**WORK TO BE COMPLETED**: Select and copy out every line in the records containing "paths".

**DATA SHOWN**:
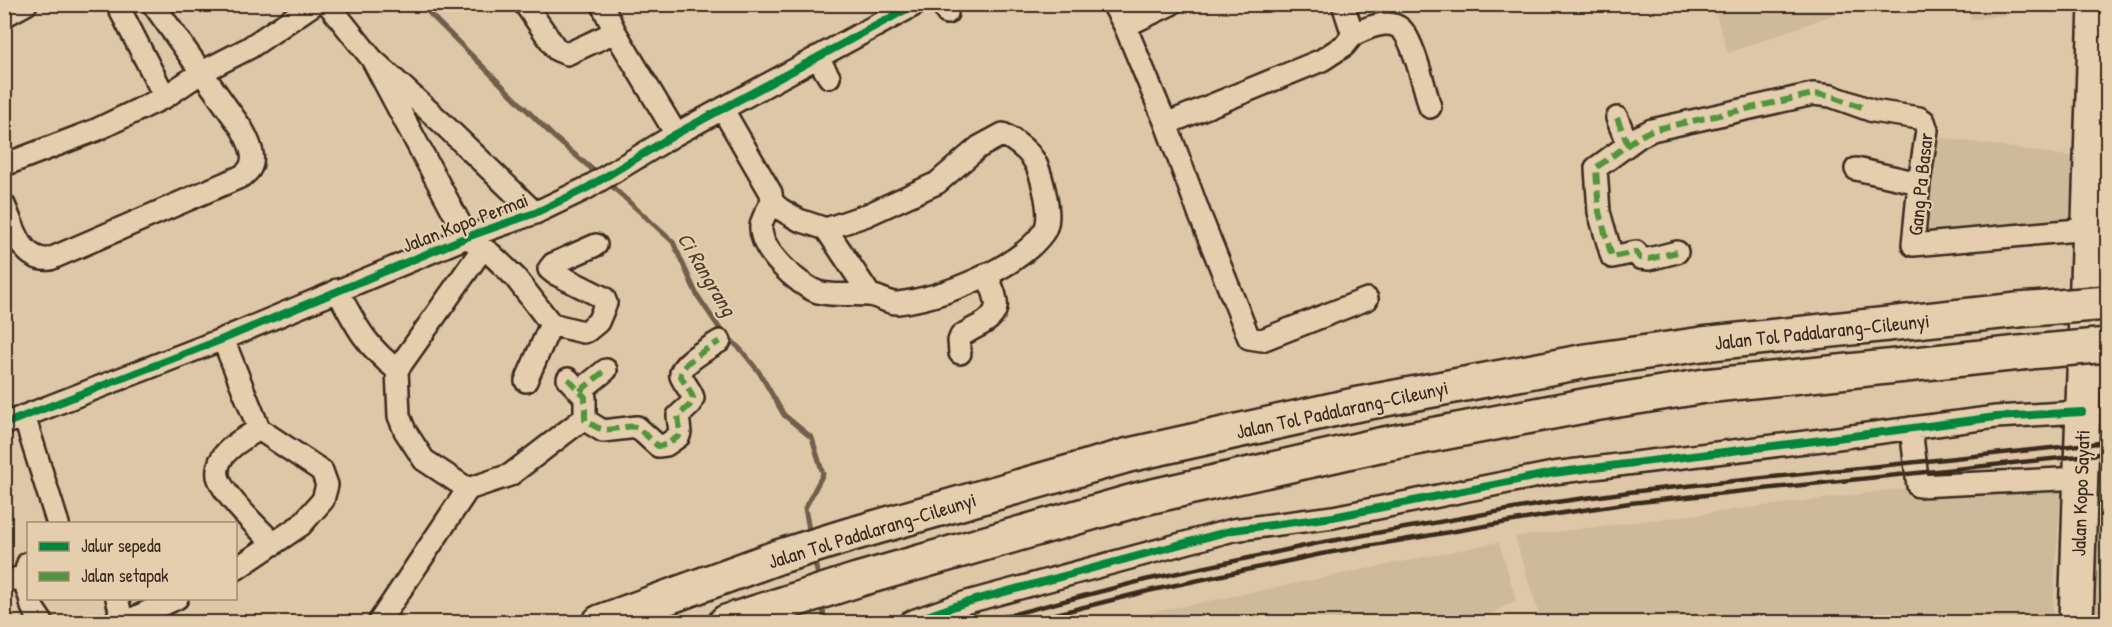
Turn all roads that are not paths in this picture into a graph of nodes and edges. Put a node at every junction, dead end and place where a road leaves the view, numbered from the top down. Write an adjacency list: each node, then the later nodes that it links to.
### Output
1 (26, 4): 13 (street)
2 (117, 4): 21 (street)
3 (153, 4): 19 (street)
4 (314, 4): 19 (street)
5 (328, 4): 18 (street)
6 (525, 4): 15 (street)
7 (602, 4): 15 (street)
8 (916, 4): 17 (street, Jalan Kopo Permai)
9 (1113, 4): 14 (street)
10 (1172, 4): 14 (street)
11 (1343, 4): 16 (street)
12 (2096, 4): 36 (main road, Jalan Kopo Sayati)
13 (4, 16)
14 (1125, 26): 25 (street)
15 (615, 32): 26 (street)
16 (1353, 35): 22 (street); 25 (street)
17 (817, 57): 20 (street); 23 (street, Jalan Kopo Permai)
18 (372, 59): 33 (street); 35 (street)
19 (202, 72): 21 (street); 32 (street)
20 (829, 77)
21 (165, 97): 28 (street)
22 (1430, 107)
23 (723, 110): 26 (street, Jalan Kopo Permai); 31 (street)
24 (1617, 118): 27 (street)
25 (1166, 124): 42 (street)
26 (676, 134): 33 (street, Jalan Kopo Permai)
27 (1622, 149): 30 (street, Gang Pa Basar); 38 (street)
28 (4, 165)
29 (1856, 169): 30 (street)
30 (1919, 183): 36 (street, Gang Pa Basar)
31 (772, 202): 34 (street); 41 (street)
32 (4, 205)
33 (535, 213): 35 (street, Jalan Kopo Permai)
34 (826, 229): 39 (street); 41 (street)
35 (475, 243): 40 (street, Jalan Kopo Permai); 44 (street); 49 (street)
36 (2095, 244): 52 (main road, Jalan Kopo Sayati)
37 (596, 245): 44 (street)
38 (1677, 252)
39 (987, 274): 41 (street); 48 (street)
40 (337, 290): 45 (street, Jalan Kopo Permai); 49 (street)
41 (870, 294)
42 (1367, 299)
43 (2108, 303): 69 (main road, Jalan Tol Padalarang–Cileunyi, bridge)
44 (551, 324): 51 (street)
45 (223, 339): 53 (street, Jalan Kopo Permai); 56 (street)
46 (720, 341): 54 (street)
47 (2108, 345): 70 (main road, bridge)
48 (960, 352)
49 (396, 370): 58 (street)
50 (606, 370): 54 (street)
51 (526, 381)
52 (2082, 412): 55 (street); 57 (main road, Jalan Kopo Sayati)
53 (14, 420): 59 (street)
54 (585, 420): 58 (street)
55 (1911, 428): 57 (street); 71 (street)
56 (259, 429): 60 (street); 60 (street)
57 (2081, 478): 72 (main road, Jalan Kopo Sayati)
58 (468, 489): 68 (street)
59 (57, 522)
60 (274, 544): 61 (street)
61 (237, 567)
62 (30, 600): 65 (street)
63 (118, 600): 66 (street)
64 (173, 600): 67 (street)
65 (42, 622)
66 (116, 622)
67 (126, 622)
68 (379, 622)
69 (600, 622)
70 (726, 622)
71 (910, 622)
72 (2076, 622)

* * *

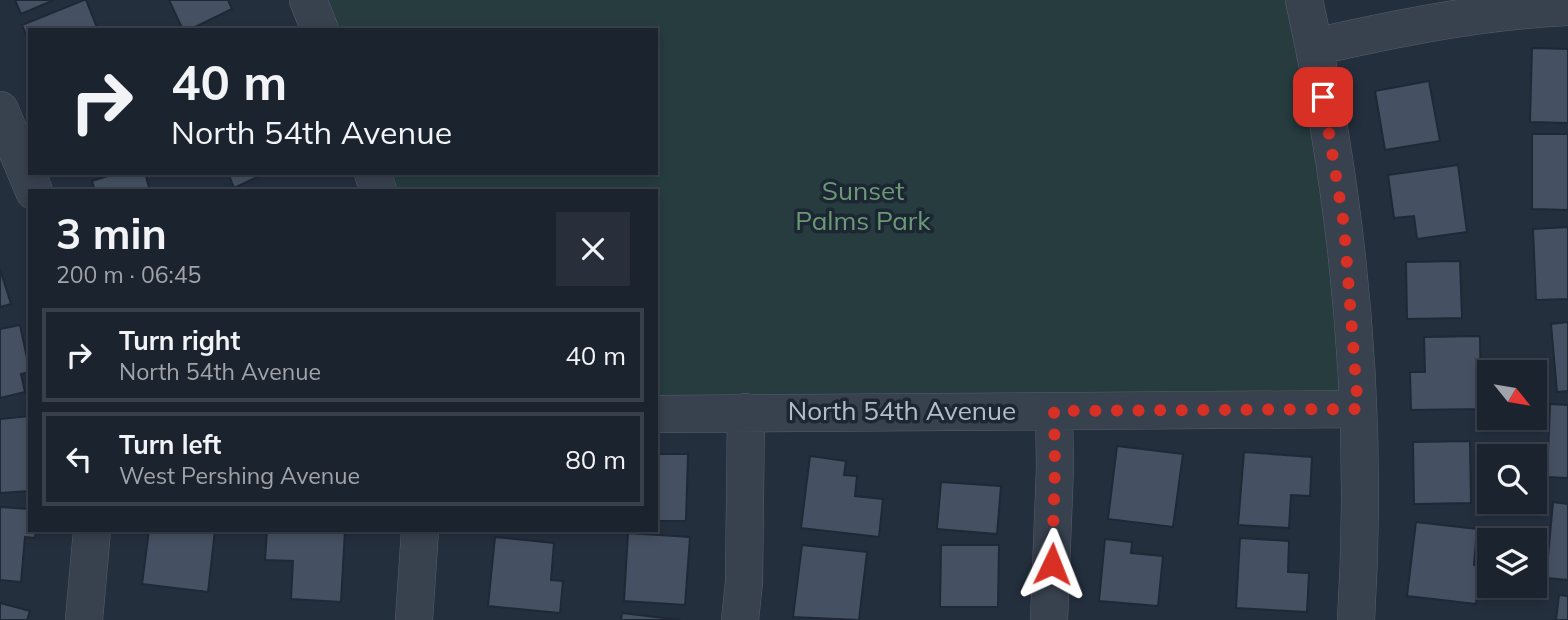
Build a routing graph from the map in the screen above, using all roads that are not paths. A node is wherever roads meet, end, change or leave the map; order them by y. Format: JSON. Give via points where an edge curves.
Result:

**SOLUTION TO THE EXERCISE**:
Turn all roads that are not paths in this picture into a graph of nodes and edges. Put a node at every junction, dead end and place where a road leaves the view, numbered from the top down. Write an adjacency list: each node, then the later nodes that it links to.
Build a routing graph from the map in the screen above, using all roads that are not paths. A node is wherever roads meet, end, change or leave the map; order them by y. Format: JSON. Give via points where an edge curves.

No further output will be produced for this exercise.